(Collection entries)
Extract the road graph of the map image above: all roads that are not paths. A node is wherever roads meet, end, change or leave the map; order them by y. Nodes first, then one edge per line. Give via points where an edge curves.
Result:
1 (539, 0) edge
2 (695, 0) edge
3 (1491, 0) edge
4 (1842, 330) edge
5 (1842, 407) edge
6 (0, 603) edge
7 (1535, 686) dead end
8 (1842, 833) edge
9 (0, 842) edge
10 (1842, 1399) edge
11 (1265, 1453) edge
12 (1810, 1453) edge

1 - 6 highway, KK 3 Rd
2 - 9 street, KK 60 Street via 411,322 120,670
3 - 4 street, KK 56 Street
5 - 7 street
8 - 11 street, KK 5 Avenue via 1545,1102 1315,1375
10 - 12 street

_Activity_
Produce the entries again, character for character.

_Answer space_
Extract the road graph of the map image above: all roads that are not paths. A node is wherever roads meet, end, change or leave the map; order them by y. Nodes first, then one edge per line. Give via points where an edge curves.
Result:
1 (539, 0) edge
2 (695, 0) edge
3 (1491, 0) edge
4 (1842, 330) edge
5 (1842, 407) edge
6 (0, 603) edge
7 (1535, 686) dead end
8 (1842, 833) edge
9 (0, 842) edge
10 (1842, 1399) edge
11 (1265, 1453) edge
12 (1810, 1453) edge

1 - 6 highway, KK 3 Rd
2 - 9 street, KK 60 Street via 411,322 120,670
3 - 4 street, KK 56 Street
5 - 7 street
8 - 11 street, KK 5 Avenue via 1545,1102 1315,1375
10 - 12 street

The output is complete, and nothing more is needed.